Most of the startups globally have been focusing on controlling carbon emissions. As of January 2023, there are 83 climate tech unicorns globally and ‘Ola Electric’ is the only Indian representative in the mobility sector. While renewables and EVs are one of the largest parts of climate tech, a new field of climate adaptation startups—rather than climate mitigation ones—is also emerging. 

With the growing concerns for the climate, a lot of large, climate-dedicated funds have started in the last five years but the interest in water-related startups has only picked up since 2022. “Climate mitigation is mostly a decarbonisation story, whereas climate adaptation is a water story,” Vinod Jose, co-founder of Callapina Capital, told AIM. Partnering with Anas Rahman Junaid, Jose is focusing on climate tech startups that focus on the water sector but the firm is also sector agnostic.

According to a Future Market Insights report, water scarcity and purity-related solutions is among the most important sectors to focus on. Jose has nearly a decade-long background of understanding the water industry and is also consulting in the industry as a Principal with Amane Advisors. He believes that investing in the water sector is now more an issue of our survival than it is an investment based on ROI. 

The Green Conundrum

Sanjay Srivastava, chief digital officer at Genpact, told AIM that the conversation about climate change is now part of a market-centric economy. What this means is that the shareholders are becoming increasingly discerning along with the consumers of the products. “College graduates do not want to work in a company that is not working for an important purpose,” Srivastava added. 

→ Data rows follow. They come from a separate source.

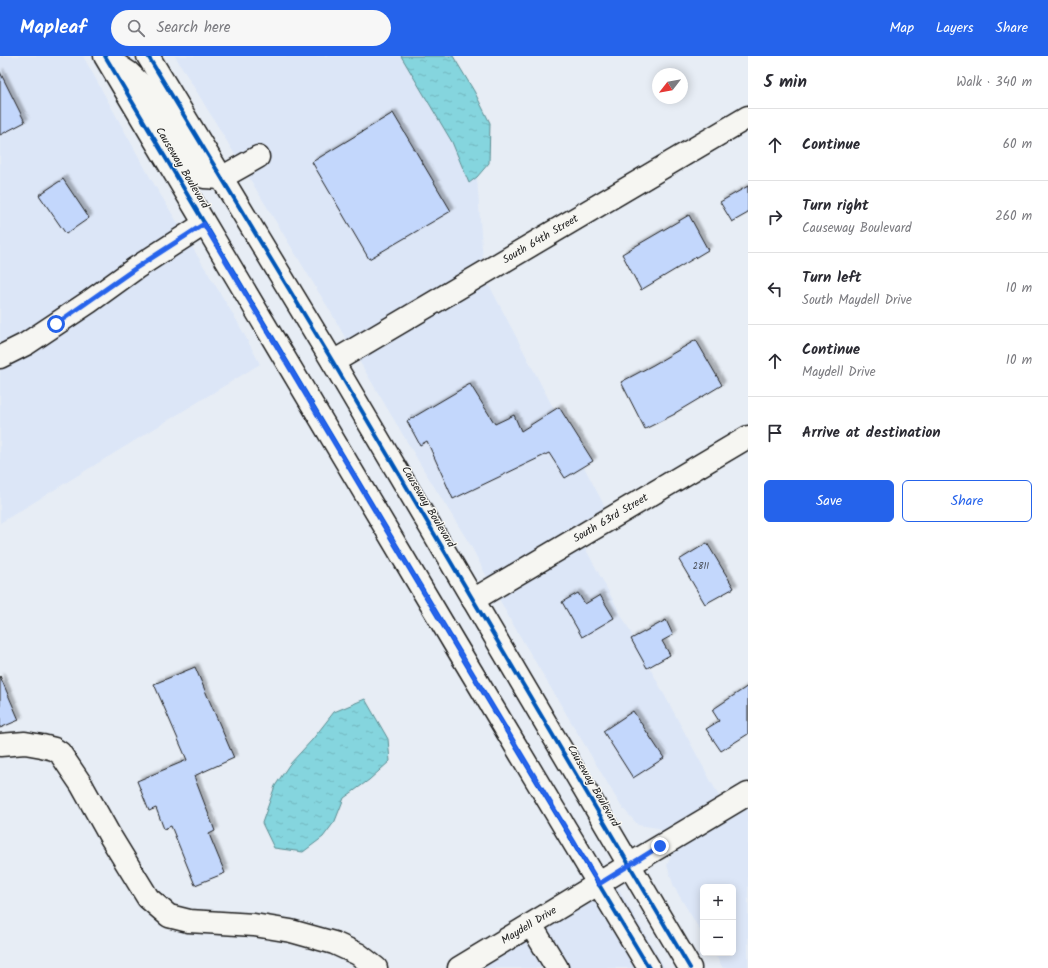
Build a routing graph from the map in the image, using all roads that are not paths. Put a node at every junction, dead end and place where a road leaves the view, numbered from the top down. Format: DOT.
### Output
graph roads {
  1 [pos="105,56"];
  2 [pos="148,56"];
  3 [pos="748,117"];
  4 [pos="258,157"];
  5 [pos="221,178"];
  6 [pos="204,224"];
  7 [pos="0,357"];
  8 [pos="333,362"];
  9 [pos="748,437"];
  10 [pos="473,600"];
  11 [pos="0,745"];
  12 [pos="748,794"];
  13 [pos="629,865"];
  14 [pos="599,884"];
  15 [pos="531,925"];
  16 [pos="376,968"];
  17 [pos="459,968"];
  18 [pos="557,968"];
  19 [pos="649,968"];
  20 [pos="690,968"];
  1 -- 5 [label="main road"];
  1 -- 6 [label="main road, Causeway Boulevard"];
  2 -- 5 [label="main road, Causeway Boulevard"];
  3 -- 8 [label="main road, South 64th Street"];
  4 -- 5 [label="main road"];
  5 -- 8 [label="main road, Causeway Boulevard"];
  6 -- 7 [label="main road"];
  6 -- 14 [label="main road, Causeway Boulevard"];
  8 -- 10 [label="main road, Causeway Boulevard"];
  9 -- 10 [label="main road, South 63rd Street"];
  10 -- 13 [label="main road, Causeway Boulevard"];
  11 -- 16 [label="main road"];
  12 -- 13 [label="main road"];
  13 -- 14 [label="main road, Maydell Drive"];
  13 -- 20 [label="main road, Causeway Boulevard"];
  14 -- 15 [label="main road, Maydell Drive"];
  14 -- 19 [label="main road, Causeway Boulevard"];
  15 -- 17 [label="main road, Maydell Drive"];
  15 -- 18 [label="main road"];
}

We asked VCs how they balance the need for financial returns with initiating positive efforts for the environment. Jose, from Callapina Capital, said that a fund always focuses first on making a profit for their LPs and then eventually focuses on the impact metric. “We will launch several funds after this but for that we need to have a track record first, and that will be gained only by maximising profits for the LPs,” he added. 

Jose adds that most of the climate tech companies are just startups and are not like B2B or SaaS companies that expect a massive return within a year or two. “Most of the startups that we have spoken to care about the impact more than making money, and we identify this by the teams and the dreams they tell us, instead of greenwashing.” Callapina Capital invests in early-stage startups and, therefore, Jose believes that asking companies that are still nascent in their climate journey about their impact on the environment is relatively pointless. 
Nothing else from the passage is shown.